A Safe Haven For Those Fleeing IS
Tal Hamis map - Google
“I will put lipstick and eyeliner on, then smoke and wear whatever I want; I will go to parks and dance at weddings and maybe in public squares. The nightmare is over!” said 21-year-old Mayyada, imagining what she will do when she finally returns to her home in al-Joura, Deir ez-Zor.
Mayyada had to drop out of university when the region fell under the control of Islamic State (IS). The militants forbade subjects including law, philosophy and foreign languages.
“I will never forget that for two years, I couldn’t even put on a little lipstick. I always had to be covered when I went out. I’ll never again be subjected to their ridiculous concept of decency,” she added.

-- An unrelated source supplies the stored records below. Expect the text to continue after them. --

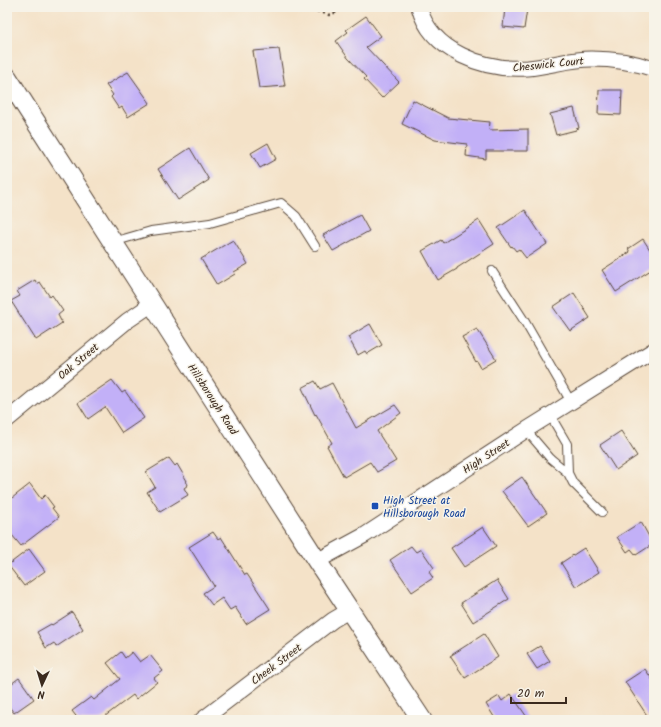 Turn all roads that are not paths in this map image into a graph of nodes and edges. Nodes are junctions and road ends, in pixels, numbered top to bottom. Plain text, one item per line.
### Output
1 (419, 7) edge
2 (654, 70) edge
3 (7, 77) edge
4 (112, 242) junction
5 (315, 246) dead end
6 (492, 271) dead end
7 (152, 304) junction
8 (654, 350) edge
9 (571, 402) junction
10 (550, 415) junction
11 (7, 420) edge
12 (526, 430) junction
13 (568, 473) junction
14 (602, 512) dead end
15 (317, 561) junction
16 (350, 610) junction
17 (202, 720) edge
18 (422, 720) edge

1 - 2 street, Cheswick Court
3 - 4 street, Hillsborough Road
4 - 5 lane
4 - 7 street, Hillsborough Road
6 - 9 lane
7 - 11 street, Oak Street
7 - 15 street, Hillsborough Road
8 - 9 street, High Street
9 - 10 street, High Street
10 - 12 street, High Street
10 - 13 lane
12 - 13 lane
12 - 15 street, High Street
13 - 14 lane
15 - 16 street, Hillsborough Road
16 - 17 street, Cheek Street
16 - 18 street, Hillsborough Road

Like many others who fled in Deir ez-Zor, Mayyada now lives in the Mabrouka camp, set up in 2016 by local authorities in Syria’s Hasakeh governorate to house those escaping IS rule.
Although only a few pockets of IS influence remain in the area, many former residents say that they prefer to wait a while longer in the camp before risking the return homes.
For Alia, 22, it was a long and expensive struggle to reach Mabrouka in the first place.
After several failed attempts to flee Deir ez-Zor with her elderly parents, the youn
g woman finally paid 1.5 million Syrian pounds to people smugglers. IS had not only killed her brother after he refused to join them, but her three other siblings had also disappeared.
“We had to pay a ridiculous amount of money to be able to escape hell,” Alia told Syria Stories. “When ISIS first controlled the area, it acted as if we were its enemy, torturing us slowly to kill us,” she recalled.
Children were subject to the same strict rules as adults under IS control. Rouba, 12, still cries when she remembers how she was beaten and verbally abused by a so-called IS modesty patrol. Her mother recounted how the girl had been on her way home one day when three women stopped her.
“My daughter was returning home from our neighbours’ house when a female IS patrol tracking women wearing make-up and so on stopped her. One of these women was huge and had a wooden stick as well as a rifle. Rouba looked at those women innocently and did not know what was awaiting her,” she continued.
“She was asked to come closer, and before she could say a word, they started beating her and insulting her. One of them broke Rouba’s hair clip and called her a whore,” her mother continued, adding that her daughter had returned home bleeding and crying.
Mona, 15, became so accustomed to wearing the black abaya and face veil mandatory under IS rule that she kept it on even after she left Deir ez-Zor.
This caused confusion and panic when she visited the Ras al-Ain hospital before travelling to the refugee camp.
“I entered the hospital with my mother; I left her in the examination room and went out to look at other patients. I couldn’t understand why everybody was afraid of me. At the end I found myself surrounded by a group of adults wearing black military uniforms,” Mona said.
She was taken away and searched by a bomb disposal expert, before being returned – with some sweets and biscuits – to her mother.
The hospital authorities had received a warning about a potential attack by a child suicide bomber.
“I couldn’t move or even speak; we still feel afraid of just talking to any military, security or other apparatuses, I could not understand why they took my daughter from me” Mona’s mother recalled.
For others, the camp represents a space where they can recover from their trauma. Former fabric salesman Abbad, 52, said that he now liked nothing more than to sit quietly soaking up the sun after spending a harrowing prison term in an IS cell.
“I could not see the sun for three months in the cellar I was kept in. The smell of dead bodies and blood there made you want to throw up,” he said.
He was seized by an IS unit calling itself Infidel Trackers who accused him of blasphemy.
“They pushed me into a room. I was blindfolded and my hands were tied. After a long while, I heard a deep, terrifying voice and I knew from his accent that he was not from an Arab country. He told me, ‘You are an apostate, and we will execute you, and then he shut up,’” Abbad said.
Abbad was accused of not washing properly before prayer and not reciting the verses correctly. He was sentenced to death by lashing, which was later commuted to 100 lashes, three months imprisonment and a fine.
As soon as he had served his sentence, Abbad sold everything he had so as to leave the city. He still dreams of the day he can go back to his life in Deir ez-Zor.
Some displaced people have managed to move out of the camp, although they have so far been unable to return home.
Ahlam refused to join IS when members came to recruit her. She hid in her neighbour’s chicken coup until the militants left. The 30-year-old, who graduated in sociology from the University of Damascus in 2010, then paid a hefty sum of money to be smuggled out of the city of Raqqa.
“When I arrived in al-Hasaka, we were taken to the camp. We couldn’t get everything we needed there of course, but it was still better than living on death row, not knowing when our turn is. I decided to join the Asayish [Kurdish security forces] women’s section where I could improve my skills and work in my field of expertise. I am happy about that,” Ahlam said.
Ahlam now earns enough to be able to rent a house in the suburbs of al-Hasaka where she lives with her family. She accepts that al-Hasaka is her home for the time being, but also dreams of returning to her own city.